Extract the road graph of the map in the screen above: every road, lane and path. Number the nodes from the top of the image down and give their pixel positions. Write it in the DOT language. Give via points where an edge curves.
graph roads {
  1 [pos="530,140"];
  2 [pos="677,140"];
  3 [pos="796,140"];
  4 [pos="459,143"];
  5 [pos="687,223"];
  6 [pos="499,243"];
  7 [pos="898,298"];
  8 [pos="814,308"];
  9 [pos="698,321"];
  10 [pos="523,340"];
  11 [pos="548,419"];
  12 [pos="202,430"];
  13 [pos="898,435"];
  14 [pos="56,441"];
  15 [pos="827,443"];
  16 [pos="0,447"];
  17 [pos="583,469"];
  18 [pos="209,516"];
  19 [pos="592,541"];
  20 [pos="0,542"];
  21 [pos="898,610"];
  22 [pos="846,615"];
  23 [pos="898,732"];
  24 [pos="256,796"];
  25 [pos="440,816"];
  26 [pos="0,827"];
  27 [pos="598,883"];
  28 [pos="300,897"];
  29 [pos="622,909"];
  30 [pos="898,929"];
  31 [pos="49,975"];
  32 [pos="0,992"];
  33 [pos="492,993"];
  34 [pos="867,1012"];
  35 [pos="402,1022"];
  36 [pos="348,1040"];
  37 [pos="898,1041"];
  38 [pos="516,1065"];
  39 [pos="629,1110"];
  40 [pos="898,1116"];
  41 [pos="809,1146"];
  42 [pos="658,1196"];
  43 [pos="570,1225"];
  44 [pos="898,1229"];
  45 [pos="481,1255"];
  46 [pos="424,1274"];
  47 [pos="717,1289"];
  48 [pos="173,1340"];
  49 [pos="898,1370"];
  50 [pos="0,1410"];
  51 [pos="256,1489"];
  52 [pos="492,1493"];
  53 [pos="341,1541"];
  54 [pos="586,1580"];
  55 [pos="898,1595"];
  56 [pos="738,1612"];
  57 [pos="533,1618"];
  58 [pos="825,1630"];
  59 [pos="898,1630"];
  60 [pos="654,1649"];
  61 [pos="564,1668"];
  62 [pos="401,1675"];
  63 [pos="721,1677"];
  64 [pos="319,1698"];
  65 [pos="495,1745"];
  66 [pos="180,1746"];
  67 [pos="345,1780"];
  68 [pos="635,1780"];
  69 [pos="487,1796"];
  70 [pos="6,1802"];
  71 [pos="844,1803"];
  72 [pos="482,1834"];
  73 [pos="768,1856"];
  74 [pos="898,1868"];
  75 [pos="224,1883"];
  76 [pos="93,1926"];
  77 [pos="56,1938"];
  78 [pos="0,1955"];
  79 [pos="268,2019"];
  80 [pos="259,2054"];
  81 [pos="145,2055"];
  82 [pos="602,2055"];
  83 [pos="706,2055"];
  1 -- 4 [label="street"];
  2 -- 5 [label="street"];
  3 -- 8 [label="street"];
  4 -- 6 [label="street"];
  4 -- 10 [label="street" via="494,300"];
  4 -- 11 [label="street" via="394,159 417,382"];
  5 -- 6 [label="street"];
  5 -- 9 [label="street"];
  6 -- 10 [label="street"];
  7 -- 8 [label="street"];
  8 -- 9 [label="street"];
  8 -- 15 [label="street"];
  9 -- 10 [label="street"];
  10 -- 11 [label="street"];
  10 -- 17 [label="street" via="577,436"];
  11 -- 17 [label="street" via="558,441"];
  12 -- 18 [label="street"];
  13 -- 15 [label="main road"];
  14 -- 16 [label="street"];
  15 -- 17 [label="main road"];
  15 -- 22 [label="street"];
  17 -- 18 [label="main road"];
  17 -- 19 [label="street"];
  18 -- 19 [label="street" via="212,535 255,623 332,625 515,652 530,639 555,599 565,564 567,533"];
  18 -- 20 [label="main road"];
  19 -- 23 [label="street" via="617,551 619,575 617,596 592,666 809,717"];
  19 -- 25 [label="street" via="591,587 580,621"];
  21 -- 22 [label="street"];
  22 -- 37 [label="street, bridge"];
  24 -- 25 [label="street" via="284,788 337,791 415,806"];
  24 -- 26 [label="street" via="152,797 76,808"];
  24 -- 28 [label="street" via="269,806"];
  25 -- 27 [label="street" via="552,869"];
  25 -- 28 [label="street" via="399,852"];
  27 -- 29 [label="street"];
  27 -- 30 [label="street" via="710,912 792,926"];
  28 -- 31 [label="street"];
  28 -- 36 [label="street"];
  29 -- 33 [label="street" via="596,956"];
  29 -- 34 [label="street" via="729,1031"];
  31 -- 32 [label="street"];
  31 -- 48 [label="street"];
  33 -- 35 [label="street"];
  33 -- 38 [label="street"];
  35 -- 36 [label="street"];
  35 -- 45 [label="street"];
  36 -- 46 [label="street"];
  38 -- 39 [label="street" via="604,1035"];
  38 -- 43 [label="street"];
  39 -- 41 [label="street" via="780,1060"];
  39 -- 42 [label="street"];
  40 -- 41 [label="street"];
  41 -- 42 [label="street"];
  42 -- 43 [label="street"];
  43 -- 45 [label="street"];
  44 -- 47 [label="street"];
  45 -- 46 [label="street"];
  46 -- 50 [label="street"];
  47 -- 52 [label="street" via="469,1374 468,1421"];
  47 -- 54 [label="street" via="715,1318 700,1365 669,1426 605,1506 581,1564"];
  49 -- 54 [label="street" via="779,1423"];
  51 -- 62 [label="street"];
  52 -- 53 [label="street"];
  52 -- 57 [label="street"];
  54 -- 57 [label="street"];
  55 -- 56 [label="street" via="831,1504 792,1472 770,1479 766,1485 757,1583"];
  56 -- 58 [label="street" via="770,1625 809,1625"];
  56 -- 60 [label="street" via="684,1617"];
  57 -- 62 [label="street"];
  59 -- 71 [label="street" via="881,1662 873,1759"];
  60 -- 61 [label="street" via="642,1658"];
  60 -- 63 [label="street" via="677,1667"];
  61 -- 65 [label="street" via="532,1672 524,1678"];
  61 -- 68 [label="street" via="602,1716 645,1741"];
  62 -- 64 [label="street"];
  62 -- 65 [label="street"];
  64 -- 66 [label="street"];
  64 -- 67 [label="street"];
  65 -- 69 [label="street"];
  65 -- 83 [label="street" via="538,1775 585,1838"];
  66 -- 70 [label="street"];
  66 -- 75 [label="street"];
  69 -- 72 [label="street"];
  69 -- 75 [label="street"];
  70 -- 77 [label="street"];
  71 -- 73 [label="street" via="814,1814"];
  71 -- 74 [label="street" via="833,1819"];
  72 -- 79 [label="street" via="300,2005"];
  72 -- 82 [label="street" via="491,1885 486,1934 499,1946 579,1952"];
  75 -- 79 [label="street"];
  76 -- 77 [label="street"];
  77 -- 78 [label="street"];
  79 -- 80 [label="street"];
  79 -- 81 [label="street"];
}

> **ABOUT THIS TASK**
For the material, find the number of lines holding the word "graph" and give that figure and nothing more.

> **EXERCISE OUTPUT**
2